COMI: Coarse-to-fine Context Compression via Marginal Information Gain

The paper introduces COMI, a coarse-to-fine adaptive context compression framework that utilizes a novel Marginal Information Gain metric to jointly optimize semantic relevance and diversity, significantly outperforming existing baselines in long-context tasks under high compression rates.

Jiwei Tang, Shilei Liu, Zhicheng Zhang, Yujin Yuan, Libin Zheng, Wenbo Su, Bo Zheng

Published 2026-03-09
📖 4 min read☕ Coffee break read

Here is an explanation of the COMI paper, translated into simple, everyday language using analogies.

The Big Problem: The "Too Much Information" Traffic Jam

Imagine you are a Detective (the AI) trying to solve a mystery (answer a question). You have a massive evidence board with 10,000 sticky notes (the long text context).

  • The Issue: Most of those sticky notes are useless. Some are just repeats of the same fact written in different ways. Some are completely irrelevant.
  • The Bottleneck: Your brain (the computer) can only look at a few notes at a time. If you try to read all 10,000 notes, you get overwhelmed, slow down, or miss the crucial clue because it's buried under the noise.
  • The Current Solution: Previous methods tried to shrink the evidence board by just picking the notes that seemed most related to the mystery. But they made a mistake: they picked 50 notes that all said the exact same thing. You still have 50 notes of the same info, which is a waste of space.

The New Solution: COMI (The Smart Editor)

The authors propose COMI, a new way to shrink that evidence board. They call it "Coarse-to-Fine Context Compression via Marginal Information Gain."

That's a mouthful, so let's break it down with a Library Analogy.

1. The Core Concept: "Marginal Information Gain" (MIG)

Imagine you are curating a "Best Of" playlist for a friend.

  • Relevance: You pick songs the friend likes.
  • Redundancy: But if you pick 50 different versions of the same song, that's annoying. It adds no new value.

MIG is a score that asks two questions for every piece of information:

  1. "How much does this help answer the question?" (Relevance)
  2. "How much is this just repeating what I already have?" (Redundancy)

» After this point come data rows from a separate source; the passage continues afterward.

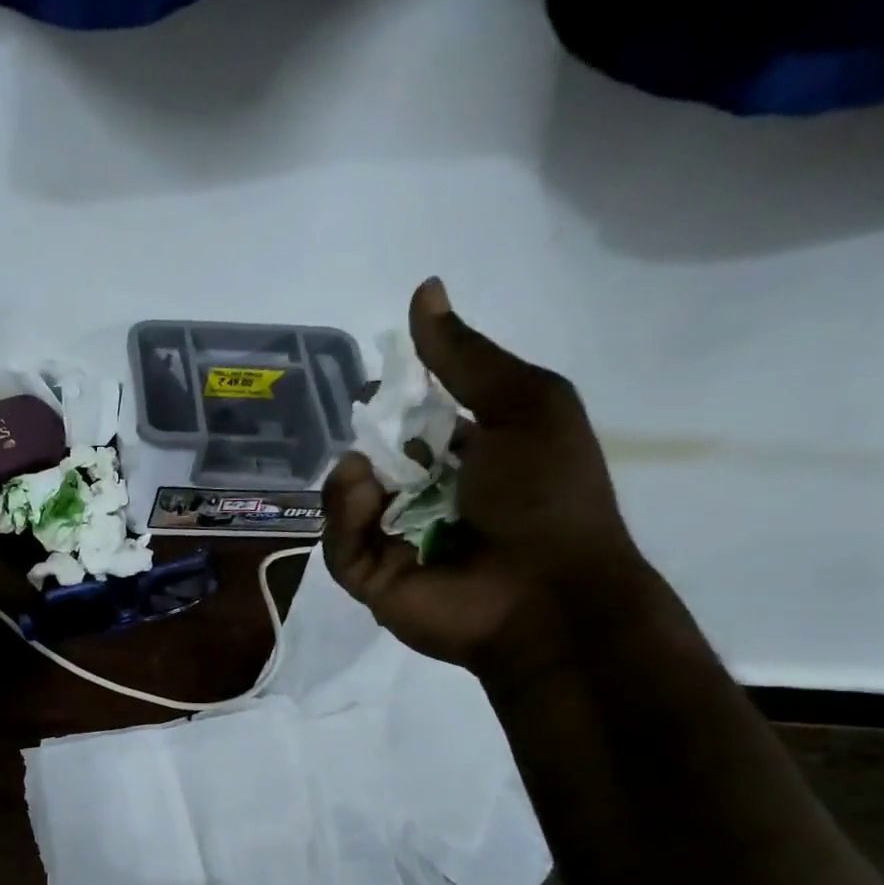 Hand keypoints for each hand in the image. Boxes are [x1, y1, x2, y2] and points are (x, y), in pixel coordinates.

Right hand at [323, 278, 648, 681]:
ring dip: (351, 480)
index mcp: (471, 458)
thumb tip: (424, 290)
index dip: (393, 404)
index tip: (374, 385)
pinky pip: (338, 542)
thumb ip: (467, 356)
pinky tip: (362, 501)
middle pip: (374, 461)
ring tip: (367, 475)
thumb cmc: (544, 494)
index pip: (416, 425)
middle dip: (364, 444)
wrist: (544, 594)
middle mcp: (430, 499)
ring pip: (347, 501)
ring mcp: (398, 542)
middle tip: (364, 431)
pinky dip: (344, 517)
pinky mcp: (371, 579)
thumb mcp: (524, 404)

The Rule: If a piece of info is super relevant but totally unique, give it a high score. If it's relevant but just a copy of something you already picked, give it a low score.

2. The Two-Step Process

COMI doesn't just delete things randomly; it uses a Coarse-to-Fine strategy (Big picture first, then details).

Step A: The Coarse-Grained "Group Reallocation" (The Big Picture)
Imagine the 10,000 sticky notes are divided into 100 piles (groups).

  • Old Way: You give every pile the same amount of space on the final board (e.g., 10 notes per pile).
  • COMI Way: You look at each pile.
    • Pile #1 has the smoking gun evidence. It gets more space (maybe 30 notes).
    • Pile #50 is just about the weather. It gets less space (maybe 2 notes).
    • Pile #20 has 10 notes that all say the same thing. It gets less space because the info is redundant.
  • Result: You allocate your limited "board space" to the piles that actually matter.

Step B: The Fine-Grained "Token Merging" (The Details)
Now, inside the important piles, you have to shrink the notes themselves.

  • Old Way: You just take the average of the notes. If you have 5 notes saying "The butler did it," the average is still just "The butler did it," but you wasted space on 5 notes.
  • COMI Way: You look at the notes inside the pile.
    • Note A says "The butler did it with a candlestick."
    • Note B says "The butler did it."
    • Note C says "The butler did it with a candlestick" (again).
    • COMI realizes Note A is the most unique and informative. It merges the group into a single, super-dense note that keeps the "candlestick" detail but drops the repetitive fluff.

Why is this better?

Think of it like packing for a trip.

  • Old Methods: You pack 10 identical t-shirts because they are all "good for summer." You run out of suitcase space and can't fit your shoes.
  • COMI: You pack 1 t-shirt (because 10 is redundant), 1 pair of shoes, and a swimsuit. You fit everything you actually need into a tiny bag.

The Results

The paper tested this on huge questions (like "Who killed the victim in this 500-page novel?") and summarization tasks.

  • The Win: Even when they forced the AI to shrink the text by 32 times (keeping only 1/32nd of the original words), COMI was much smarter than other methods.
  • The Score: On a test called "NaturalQuestions," COMI improved the accuracy by 25 points compared to the next best method. That's a massive jump.

Summary in One Sentence

COMI is a smart AI editor that doesn't just cut out the boring parts of a long story; it also deletes the parts that are just repeats of the good parts, ensuring the final summary is short, unique, and packed with the most important clues.